(Saved entries)
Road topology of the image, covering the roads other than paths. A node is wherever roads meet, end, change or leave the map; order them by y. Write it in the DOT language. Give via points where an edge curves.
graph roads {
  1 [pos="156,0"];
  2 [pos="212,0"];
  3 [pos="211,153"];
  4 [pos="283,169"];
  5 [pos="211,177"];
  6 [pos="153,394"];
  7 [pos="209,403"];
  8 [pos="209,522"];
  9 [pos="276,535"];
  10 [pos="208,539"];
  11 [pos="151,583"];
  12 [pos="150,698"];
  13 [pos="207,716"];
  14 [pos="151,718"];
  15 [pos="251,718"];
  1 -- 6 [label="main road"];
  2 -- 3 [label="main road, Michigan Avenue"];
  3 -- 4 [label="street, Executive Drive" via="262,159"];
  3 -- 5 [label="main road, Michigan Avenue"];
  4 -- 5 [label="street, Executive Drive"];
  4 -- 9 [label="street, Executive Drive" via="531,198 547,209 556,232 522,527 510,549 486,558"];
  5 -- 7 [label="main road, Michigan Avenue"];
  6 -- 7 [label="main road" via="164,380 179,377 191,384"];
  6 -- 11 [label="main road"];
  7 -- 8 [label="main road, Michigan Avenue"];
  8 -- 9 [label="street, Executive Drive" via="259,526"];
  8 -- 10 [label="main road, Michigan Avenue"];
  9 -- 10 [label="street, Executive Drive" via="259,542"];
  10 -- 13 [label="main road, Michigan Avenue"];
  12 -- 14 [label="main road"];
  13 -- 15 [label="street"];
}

_ASSIGNED TASK_:
Would you set down all the lines above, exactly and in full?

_ANSWER TO THIS PROBLEM_:
Road topology of the image, covering the roads other than paths. A node is wherever roads meet, end, change or leave the map; order them by y. Write it in the DOT language. Give via points where an edge curves.
graph roads {
  1 [pos="156,0"];
  2 [pos="212,0"];
  3 [pos="211,153"];
  4 [pos="283,169"];
  5 [pos="211,177"];
  6 [pos="153,394"];
  7 [pos="209,403"];
  8 [pos="209,522"];
  9 [pos="276,535"];
  10 [pos="208,539"];
  11 [pos="151,583"];
  12 [pos="150,698"];
  13 [pos="207,716"];
  14 [pos="151,718"];
  15 [pos="251,718"];
  1 -- 6 [label="main road"];
  2 -- 3 [label="main road, Michigan Avenue"];
  3 -- 4 [label="street, Executive Drive" via="262,159"];
  3 -- 5 [label="main road, Michigan Avenue"];
  4 -- 5 [label="street, Executive Drive"];
  4 -- 9 [label="street, Executive Drive" via="531,198 547,209 556,232 522,527 510,549 486,558"];
  5 -- 7 [label="main road, Michigan Avenue"];
  6 -- 7 [label="main road" via="164,380 179,377 191,384"];
  6 -- 11 [label="main road"];
  7 -- 8 [label="main road, Michigan Avenue"];
  8 -- 9 [label="street, Executive Drive" via="259,526"];
  8 -- 10 [label="main road, Michigan Avenue"];
  9 -- 10 [label="street, Executive Drive" via="259,542"];
  10 -- 13 [label="main road, Michigan Avenue"];
  12 -- 14 [label="main road"];
  13 -- 15 [label="street"];
}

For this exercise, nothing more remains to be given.